My wife passed me this topic knowing my fascination with how the brain works as she relayed a conversation she had with A’s neurologist.  It seems scientists and medical researchers don’t know from which part of the brain altruism originates.  They have some idea the frontal lobes control impulse control, but altruism?  What makes people help others when they seem to have nothing to gain from their efforts?

The first step to understanding altruism is to note acts of altruism occur in nature all the time.  When parents die, the young are often adopted by other families or packs.  As humans, we think it’s cute when animals nurture the young of other species, even species who would normally be right above or below them on the food chain.  Why do we assume the family gains nothing for taking in another?

I have shared many times how much strength I get from my kids.  My MS is nothing compared to what they have been through, and it was my daughter covering my eye to show me how to get through double vision which gave me the confidence I could deal with whatever MS had in store for me.  Taking in another “sick” person gave me another vantage to see myself, and every day they give me a reason to get out of bed no matter how I feel. 

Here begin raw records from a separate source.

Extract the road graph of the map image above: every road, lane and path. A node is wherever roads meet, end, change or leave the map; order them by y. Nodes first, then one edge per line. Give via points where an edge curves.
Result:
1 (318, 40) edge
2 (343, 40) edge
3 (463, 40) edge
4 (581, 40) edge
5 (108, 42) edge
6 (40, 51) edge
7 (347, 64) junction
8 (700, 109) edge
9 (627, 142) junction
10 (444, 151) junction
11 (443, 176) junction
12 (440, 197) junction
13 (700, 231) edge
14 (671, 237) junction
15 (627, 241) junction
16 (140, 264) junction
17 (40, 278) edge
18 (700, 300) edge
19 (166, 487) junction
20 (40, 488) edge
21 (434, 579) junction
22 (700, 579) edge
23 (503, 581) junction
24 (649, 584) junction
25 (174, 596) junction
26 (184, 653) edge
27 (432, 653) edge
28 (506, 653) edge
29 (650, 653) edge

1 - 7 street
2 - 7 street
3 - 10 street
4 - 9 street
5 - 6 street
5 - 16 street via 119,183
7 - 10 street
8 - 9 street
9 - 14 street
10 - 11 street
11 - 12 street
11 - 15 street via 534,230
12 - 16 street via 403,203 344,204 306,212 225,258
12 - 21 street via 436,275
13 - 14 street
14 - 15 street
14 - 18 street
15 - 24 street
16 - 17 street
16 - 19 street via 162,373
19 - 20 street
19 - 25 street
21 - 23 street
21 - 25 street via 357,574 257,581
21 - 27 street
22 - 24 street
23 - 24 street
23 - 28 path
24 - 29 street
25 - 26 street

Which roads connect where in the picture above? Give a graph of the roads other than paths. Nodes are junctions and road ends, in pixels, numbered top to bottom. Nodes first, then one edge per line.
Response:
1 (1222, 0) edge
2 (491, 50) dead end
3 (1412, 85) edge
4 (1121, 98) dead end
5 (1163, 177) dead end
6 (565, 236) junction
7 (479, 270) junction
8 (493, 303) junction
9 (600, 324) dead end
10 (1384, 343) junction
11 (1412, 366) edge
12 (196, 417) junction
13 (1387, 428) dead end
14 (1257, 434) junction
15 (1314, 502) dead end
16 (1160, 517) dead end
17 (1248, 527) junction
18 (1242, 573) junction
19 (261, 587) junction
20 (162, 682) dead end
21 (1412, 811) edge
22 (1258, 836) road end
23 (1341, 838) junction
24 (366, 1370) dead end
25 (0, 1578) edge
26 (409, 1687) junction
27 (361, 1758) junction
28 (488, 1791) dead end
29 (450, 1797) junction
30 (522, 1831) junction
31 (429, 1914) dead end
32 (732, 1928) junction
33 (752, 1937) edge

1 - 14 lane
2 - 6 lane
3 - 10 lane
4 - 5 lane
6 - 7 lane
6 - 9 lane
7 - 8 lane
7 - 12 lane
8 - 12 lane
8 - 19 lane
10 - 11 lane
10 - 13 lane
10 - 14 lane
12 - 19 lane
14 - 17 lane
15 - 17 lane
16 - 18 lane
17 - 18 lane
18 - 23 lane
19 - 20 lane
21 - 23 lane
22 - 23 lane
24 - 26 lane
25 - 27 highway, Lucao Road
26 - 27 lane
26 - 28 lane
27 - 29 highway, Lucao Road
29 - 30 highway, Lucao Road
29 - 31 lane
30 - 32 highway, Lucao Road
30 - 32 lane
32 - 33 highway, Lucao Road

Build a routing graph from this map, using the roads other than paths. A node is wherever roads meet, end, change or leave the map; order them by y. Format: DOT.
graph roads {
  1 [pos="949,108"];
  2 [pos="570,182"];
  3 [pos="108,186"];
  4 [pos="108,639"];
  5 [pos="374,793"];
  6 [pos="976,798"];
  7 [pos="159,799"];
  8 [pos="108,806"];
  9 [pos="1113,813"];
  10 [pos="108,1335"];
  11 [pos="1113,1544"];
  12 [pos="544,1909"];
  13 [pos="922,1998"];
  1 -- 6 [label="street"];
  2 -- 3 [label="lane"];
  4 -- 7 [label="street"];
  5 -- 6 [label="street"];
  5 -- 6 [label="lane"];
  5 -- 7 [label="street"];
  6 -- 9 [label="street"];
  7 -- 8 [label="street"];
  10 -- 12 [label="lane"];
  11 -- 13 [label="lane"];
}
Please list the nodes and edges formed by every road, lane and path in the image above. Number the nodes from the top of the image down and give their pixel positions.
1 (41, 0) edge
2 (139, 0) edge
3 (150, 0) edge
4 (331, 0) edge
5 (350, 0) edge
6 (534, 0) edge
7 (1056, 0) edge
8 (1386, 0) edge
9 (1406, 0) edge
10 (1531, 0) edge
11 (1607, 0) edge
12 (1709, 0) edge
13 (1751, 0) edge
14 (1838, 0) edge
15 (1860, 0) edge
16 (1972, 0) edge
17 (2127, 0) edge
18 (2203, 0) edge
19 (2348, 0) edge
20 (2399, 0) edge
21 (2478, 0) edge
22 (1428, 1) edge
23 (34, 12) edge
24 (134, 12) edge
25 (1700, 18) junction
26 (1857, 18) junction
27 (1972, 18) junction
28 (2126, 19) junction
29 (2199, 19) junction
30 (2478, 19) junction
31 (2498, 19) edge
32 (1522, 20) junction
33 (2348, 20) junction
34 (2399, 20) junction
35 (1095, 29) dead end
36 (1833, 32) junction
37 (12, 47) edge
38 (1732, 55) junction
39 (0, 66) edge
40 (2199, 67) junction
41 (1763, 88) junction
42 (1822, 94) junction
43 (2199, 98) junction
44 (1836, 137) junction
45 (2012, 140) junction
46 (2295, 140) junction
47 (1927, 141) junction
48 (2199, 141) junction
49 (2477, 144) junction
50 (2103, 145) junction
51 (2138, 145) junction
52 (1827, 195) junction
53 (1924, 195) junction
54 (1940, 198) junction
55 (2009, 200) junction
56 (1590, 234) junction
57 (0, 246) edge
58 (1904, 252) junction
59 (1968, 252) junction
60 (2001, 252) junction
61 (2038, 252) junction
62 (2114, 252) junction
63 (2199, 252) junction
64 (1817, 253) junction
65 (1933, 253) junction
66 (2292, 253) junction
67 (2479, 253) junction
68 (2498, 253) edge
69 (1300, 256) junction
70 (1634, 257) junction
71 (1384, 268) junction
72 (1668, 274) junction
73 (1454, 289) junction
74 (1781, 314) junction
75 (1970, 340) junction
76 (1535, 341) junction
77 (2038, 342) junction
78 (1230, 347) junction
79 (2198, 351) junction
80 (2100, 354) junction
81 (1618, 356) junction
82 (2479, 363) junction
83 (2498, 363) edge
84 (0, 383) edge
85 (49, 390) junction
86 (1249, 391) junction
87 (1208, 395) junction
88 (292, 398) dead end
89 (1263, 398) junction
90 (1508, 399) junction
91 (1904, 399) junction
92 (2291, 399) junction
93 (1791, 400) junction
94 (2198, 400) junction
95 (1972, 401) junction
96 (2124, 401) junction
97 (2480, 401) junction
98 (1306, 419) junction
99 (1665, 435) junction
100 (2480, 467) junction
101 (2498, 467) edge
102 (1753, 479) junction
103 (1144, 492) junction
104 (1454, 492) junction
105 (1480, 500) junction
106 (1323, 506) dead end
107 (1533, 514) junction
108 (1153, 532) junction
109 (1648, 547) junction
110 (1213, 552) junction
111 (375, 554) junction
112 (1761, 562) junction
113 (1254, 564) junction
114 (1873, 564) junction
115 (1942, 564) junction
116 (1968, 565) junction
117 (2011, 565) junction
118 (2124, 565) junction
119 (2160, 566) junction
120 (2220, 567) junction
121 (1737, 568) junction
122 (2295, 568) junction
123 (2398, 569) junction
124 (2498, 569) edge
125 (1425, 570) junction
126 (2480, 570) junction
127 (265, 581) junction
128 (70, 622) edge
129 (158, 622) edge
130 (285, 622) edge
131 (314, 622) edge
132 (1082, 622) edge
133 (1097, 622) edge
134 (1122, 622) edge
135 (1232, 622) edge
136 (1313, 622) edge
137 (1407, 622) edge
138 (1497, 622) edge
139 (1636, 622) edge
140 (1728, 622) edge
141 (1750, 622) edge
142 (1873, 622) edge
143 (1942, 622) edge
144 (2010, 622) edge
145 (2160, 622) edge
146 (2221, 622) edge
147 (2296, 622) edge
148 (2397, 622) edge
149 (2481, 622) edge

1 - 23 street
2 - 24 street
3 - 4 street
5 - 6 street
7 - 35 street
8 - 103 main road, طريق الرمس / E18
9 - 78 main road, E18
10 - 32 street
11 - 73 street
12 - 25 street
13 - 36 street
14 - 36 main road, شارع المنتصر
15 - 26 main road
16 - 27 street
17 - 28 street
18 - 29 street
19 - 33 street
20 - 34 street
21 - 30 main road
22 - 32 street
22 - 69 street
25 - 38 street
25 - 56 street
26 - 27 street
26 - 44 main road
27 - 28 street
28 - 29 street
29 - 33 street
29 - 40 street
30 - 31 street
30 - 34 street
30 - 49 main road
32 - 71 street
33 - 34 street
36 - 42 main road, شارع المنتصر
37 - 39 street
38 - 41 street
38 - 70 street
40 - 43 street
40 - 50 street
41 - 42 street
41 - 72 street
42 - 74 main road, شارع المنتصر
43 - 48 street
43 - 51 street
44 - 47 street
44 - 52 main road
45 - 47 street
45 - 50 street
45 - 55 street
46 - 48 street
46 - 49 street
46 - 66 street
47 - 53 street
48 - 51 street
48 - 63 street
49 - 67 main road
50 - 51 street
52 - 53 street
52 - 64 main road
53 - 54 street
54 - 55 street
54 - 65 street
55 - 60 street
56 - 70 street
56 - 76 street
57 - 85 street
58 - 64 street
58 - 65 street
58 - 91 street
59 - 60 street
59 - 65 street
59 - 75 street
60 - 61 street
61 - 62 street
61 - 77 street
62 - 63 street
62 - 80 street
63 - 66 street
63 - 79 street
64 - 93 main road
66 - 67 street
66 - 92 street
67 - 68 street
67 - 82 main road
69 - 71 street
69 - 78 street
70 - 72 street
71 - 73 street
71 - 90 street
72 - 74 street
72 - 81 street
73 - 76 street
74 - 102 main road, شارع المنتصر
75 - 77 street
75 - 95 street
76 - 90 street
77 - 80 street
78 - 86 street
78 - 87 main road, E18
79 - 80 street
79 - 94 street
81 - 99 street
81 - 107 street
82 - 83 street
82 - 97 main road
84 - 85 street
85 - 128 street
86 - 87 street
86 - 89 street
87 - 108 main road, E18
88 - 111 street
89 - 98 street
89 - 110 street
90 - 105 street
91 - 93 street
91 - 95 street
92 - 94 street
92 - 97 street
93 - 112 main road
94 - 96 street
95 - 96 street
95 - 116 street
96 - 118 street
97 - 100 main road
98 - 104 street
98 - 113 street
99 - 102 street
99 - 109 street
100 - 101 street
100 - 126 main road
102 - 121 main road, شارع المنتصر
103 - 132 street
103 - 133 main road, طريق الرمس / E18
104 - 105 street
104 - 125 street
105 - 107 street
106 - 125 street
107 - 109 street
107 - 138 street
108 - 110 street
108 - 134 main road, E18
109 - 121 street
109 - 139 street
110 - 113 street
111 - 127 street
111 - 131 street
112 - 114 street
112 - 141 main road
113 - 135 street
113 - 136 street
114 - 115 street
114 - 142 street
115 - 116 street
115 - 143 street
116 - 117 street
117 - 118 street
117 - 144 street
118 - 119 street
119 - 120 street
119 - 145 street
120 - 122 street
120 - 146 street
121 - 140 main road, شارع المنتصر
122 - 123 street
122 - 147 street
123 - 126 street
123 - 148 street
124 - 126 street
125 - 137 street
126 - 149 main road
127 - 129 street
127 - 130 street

Even if the monetary reward for time spent is paltry, I would argue there is also another way society rewards those who forgo money to do something thought to be good and needed.  I can’t tell you the number of people who have helped us through the years whether it’s friends visiting our kids in the hospital to give us a break or Hopkins delivering Christmas presents.  The help is and has been incredibly important, and I’m not sure all parents get it.  Still, this is just altruism in the form of foster care.  It goes beyond this.

It goes for feeding the homeless and countless other acts.  I have come to realize the biggest reason for altruism is a sense of worthwhile self, and society reinforces this view constantly.  We all want to be able to like the person we see in the mirror.  For me altruism is the only way I can justify all I have been given when I look in the mirror.  As I read about people with various chronic conditions, those who find a way to help others are the ones who seem to live happiest.  So many chronic diseases are cruel shots at our ego, like when I pissed myself in my driveway walking the kids back from the lake.  There is nothing like being told by a 4 year old trying to be potty trained, “It’s OK.  We all do that sometimes.”  I’ve thought it a cruel irony how many discover this value of helping the sick by being sick and needing some help themselves.  It’s similar to youth being wasted on the young.

 A while ago, I wrote about Michael, and his simplistic view of the world, and his is one I have thought about many times.  He reminds me all for which I have to be thankful.  At first I thought his story was sad as he seemed to have no idea what to hope would be in his future.  Michael

Still, as time has passed, I have come to recognize a certain comforting vision from him.  His world was good because he believed it so.

Altruism allows the world I live in to seem good to me because I know I offer it something of value.  In a way, altruism gives me back a sense of me as I want to be.  Since I benefit, perhaps there is some logic behind the argument there is no truly pure altruism.  There is always personal gain/loss from all we chose to do.